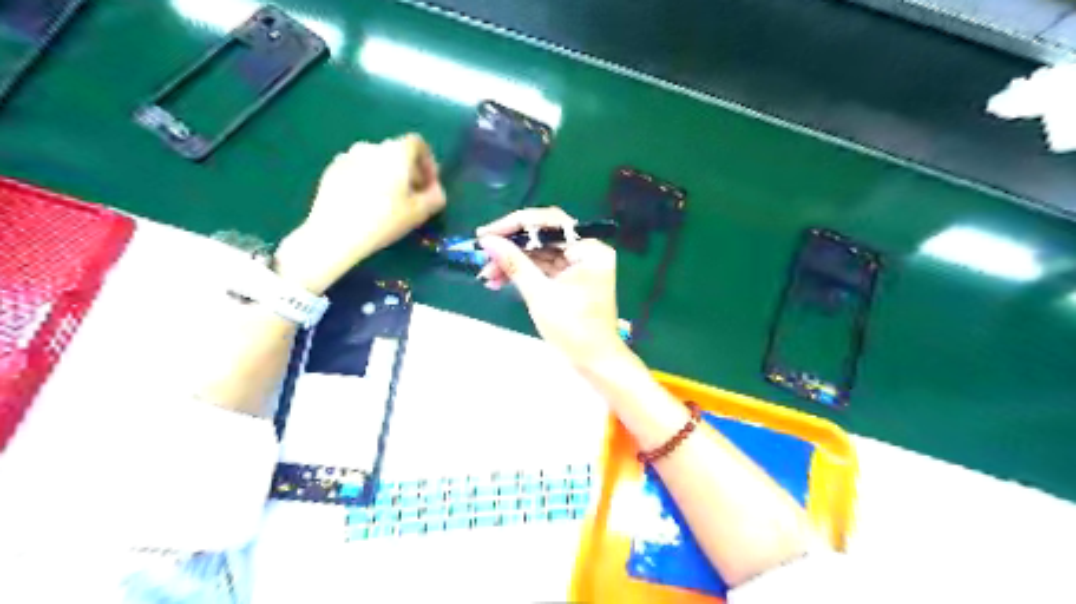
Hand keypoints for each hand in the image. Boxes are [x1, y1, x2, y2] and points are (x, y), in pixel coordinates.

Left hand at [275, 135, 450, 293]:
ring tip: (387, 202)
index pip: (418, 144)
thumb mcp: (420, 212)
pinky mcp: (331, 170)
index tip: (429, 185)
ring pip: (376, 162)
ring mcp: (348, 156)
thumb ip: (435, 196)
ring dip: (386, 176)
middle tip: (411, 197)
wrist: (335, 233)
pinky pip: (357, 170)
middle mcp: (372, 146)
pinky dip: (367, 180)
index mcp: (396, 152)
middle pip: (397, 153)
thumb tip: (436, 190)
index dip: (428, 163)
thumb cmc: (384, 220)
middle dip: (408, 172)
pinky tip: (365, 204)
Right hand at [473, 208, 626, 367]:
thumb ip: (514, 264)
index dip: (515, 225)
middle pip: (543, 237)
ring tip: (487, 275)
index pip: (549, 223)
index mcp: (589, 249)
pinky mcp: (570, 279)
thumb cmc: (574, 330)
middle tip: (482, 254)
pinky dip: (523, 273)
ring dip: (513, 262)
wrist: (595, 363)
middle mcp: (586, 251)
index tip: (486, 234)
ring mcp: (578, 265)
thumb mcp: (540, 295)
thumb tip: (487, 241)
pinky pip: (543, 268)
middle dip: (511, 247)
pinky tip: (499, 280)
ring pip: (540, 253)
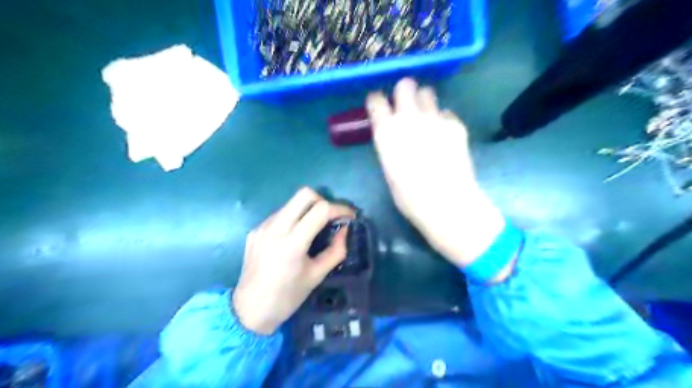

■ ■ ■

YOUR ASSIGNMENT → All entries must be output exactly as they stand, and every picture must be left out.

RESPONSE AREA →
Hand keypoints for each hand in the image. Boxes are [x1, y1, x2, y2] and points are (x, y), in pixel coordinates.

Left hand at [275, 135, 450, 293]:
ring tip: (387, 202)
index pip: (418, 144)
thumb mcp: (420, 212)
pinky mcp: (331, 170)
index tip: (429, 185)
ring pip: (376, 162)
ring mcp: (348, 156)
thumb ip: (435, 196)
ring dip: (386, 176)
middle tip: (411, 197)
wrist: (335, 233)
pinky pip: (357, 170)
middle mcp: (372, 146)
pinky dip: (367, 180)
index mcp: (396, 152)
middle pip: (397, 153)
thumb tip: (436, 190)
index dip: (428, 163)
thumb cmc: (384, 220)
middle dip: (408, 172)
pinky tip: (365, 204)
Right hand at [473, 208, 626, 367]:
thumb ip: (514, 264)
index dip: (515, 225)
middle pip: (543, 237)
ring tip: (487, 275)
index pip: (549, 223)
index mcp: (589, 249)
pinky mcp: (570, 279)
thumb cmc: (574, 330)
middle tip: (482, 254)
pinky dip: (523, 273)
ring dip: (513, 262)
wrist: (595, 363)
middle mcp: (586, 251)
index tip: (486, 234)
ring mcp: (578, 265)
thumb mcp: (540, 295)
thumb tip: (487, 241)
pinky pip: (543, 268)
middle dip: (511, 247)
pinky tip: (499, 280)
ring pip: (540, 253)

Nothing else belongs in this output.